Good news, bad news. It's been one of those weeks for Space Shuttle Cmdr. Scott Altman. His mission to repair and upgrade the Hubble space telescope has been delayed from this month to sometime in 2009, but his beloved Cubs are in the playoffs.
If Altman's mission had launched in October he would have barely made it back to Earth in time for the World Series. When astronauts are in orbit on a shuttle or on the space station, they get sports updates from Mission Control but there's no cable TV in space. Or pizza. But that's another story.
Altman's hometown is Chicago, and he has been a Cubs fan for as long as he can remember. Like most Cubs fans, he has always believed the team would one day make it. "I have faith. I have always said, this is the year. And this might even be the year I am right."
The final mission to repair Hubble has been delayed until 2009, because a vital communications box, which downlinks data from the telescope to the ground, failed suddenly Saturday night. So while engineers scramble to test the replacement, and NASA figures out when to schedule the space shuttle mission, the crew has some unexpected spare time. Altman can follow the Cubs progress.
Alas, while Altman is celebrating one of the spacewalkers on his crew is trying to get over the Mets' fall from grace. Brooklyn born spacewalker Mike Massimino is such a devoted Mets fan he has spent hours trying to figure out how to get home plate from Shea Stadium on the Space Shuttle Atlantis for its trip to the Hubble Space Telescope.

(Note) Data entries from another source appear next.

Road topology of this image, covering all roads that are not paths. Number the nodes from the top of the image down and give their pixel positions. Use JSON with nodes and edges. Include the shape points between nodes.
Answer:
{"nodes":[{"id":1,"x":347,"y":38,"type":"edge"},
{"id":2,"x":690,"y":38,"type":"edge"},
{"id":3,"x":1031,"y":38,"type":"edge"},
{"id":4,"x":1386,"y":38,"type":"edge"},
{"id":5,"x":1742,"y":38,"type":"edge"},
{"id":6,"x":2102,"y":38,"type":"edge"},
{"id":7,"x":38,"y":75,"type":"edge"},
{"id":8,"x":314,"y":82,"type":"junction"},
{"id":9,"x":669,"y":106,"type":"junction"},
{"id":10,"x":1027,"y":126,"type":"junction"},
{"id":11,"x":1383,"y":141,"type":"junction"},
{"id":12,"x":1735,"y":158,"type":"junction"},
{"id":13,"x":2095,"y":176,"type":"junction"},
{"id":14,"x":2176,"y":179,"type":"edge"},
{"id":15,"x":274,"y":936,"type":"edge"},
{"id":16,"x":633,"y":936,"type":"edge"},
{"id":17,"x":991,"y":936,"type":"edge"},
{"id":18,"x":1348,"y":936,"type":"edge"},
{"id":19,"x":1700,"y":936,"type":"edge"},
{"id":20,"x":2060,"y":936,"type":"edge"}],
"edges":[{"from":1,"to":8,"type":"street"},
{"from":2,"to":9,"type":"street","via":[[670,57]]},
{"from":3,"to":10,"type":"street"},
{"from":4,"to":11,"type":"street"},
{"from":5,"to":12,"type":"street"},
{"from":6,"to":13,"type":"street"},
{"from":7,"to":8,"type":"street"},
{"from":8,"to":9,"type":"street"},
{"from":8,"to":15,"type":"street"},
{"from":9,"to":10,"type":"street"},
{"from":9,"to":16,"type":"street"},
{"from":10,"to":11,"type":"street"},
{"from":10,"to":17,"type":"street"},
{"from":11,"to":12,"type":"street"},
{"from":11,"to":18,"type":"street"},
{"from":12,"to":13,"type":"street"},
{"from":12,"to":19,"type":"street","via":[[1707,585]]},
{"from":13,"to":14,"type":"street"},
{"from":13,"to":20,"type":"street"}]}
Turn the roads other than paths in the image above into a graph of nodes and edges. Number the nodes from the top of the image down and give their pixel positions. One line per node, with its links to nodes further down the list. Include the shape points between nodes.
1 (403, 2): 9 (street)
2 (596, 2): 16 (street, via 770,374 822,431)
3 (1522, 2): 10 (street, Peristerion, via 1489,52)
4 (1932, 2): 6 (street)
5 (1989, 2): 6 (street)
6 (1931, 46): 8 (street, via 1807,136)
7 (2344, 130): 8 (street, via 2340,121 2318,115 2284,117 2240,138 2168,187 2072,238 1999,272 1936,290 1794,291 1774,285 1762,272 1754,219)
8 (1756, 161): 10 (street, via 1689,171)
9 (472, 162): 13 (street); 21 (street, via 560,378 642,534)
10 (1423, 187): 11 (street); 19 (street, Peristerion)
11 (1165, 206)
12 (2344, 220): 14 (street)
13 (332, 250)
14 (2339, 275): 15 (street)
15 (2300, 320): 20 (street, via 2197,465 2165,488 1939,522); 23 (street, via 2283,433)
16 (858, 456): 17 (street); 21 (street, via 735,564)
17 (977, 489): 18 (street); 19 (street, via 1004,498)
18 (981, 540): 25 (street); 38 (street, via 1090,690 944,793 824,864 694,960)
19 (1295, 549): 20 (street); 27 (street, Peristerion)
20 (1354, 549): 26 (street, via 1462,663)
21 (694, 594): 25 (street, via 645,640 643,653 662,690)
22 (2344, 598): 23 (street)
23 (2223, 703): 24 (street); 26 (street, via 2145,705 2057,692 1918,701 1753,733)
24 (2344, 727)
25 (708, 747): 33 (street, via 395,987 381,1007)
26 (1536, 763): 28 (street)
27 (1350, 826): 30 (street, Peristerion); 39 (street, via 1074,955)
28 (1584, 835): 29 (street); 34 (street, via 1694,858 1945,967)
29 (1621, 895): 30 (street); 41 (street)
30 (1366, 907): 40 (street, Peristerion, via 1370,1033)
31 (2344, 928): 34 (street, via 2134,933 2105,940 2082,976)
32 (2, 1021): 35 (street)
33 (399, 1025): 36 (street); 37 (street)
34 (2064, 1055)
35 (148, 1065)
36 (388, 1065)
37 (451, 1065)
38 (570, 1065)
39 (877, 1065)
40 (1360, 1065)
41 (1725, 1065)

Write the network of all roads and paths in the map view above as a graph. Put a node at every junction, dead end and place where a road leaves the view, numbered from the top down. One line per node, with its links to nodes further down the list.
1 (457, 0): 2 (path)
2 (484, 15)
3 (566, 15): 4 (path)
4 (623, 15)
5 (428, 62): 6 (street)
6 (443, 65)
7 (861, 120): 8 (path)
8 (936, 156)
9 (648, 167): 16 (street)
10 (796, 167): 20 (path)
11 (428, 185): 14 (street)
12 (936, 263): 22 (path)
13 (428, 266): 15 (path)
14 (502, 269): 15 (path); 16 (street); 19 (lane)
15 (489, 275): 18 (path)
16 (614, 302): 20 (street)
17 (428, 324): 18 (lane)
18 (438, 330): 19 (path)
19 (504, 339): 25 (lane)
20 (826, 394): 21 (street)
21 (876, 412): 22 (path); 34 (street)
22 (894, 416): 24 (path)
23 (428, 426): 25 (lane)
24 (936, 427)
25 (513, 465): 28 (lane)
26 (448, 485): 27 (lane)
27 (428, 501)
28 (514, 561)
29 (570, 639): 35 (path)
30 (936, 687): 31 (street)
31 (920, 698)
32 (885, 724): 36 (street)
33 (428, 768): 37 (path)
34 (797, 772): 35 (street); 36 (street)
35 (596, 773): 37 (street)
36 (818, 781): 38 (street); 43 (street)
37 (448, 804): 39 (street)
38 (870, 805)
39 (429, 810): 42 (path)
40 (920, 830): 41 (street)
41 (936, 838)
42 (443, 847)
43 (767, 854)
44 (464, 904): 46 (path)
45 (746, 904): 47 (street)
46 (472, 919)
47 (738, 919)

Why home plate? The Mets want to one up the Yankees. Astronaut Garrett Reisman took dirt from the pitchers mound at Yankee Stadium to the space station earlier this year. Massimino says the Mets thought they could do better than dirt. "They came up with the plate idea, but Massimino says, "fitting home plate in the limited packing space on an orbiter was a problem."
He took his engineering dilemma to one of the best tool guys in the astronaut corps, Don Pettit. There is a legend around the Johnson Space Center that Pettit took his own tool kit to the International Space Station a few years ago. "I told Don about my dilemma, and while he isn't a big baseball fan, although his kids are playing little league now, he can figure things out. So I went over to his garage with my son, since Don has got lots of tools, and we figured out a way that we could slice off the black part of the plate, and we could re attach it clean."
When home plate comes back from its 12 days in orbit next spring, it will be presented once again to the Mets. However, now that the shuttle flight has been delayed, and the Cubs are in the playoffs, perhaps Scott Altman will have to find room for a World Series pennant in his luggage.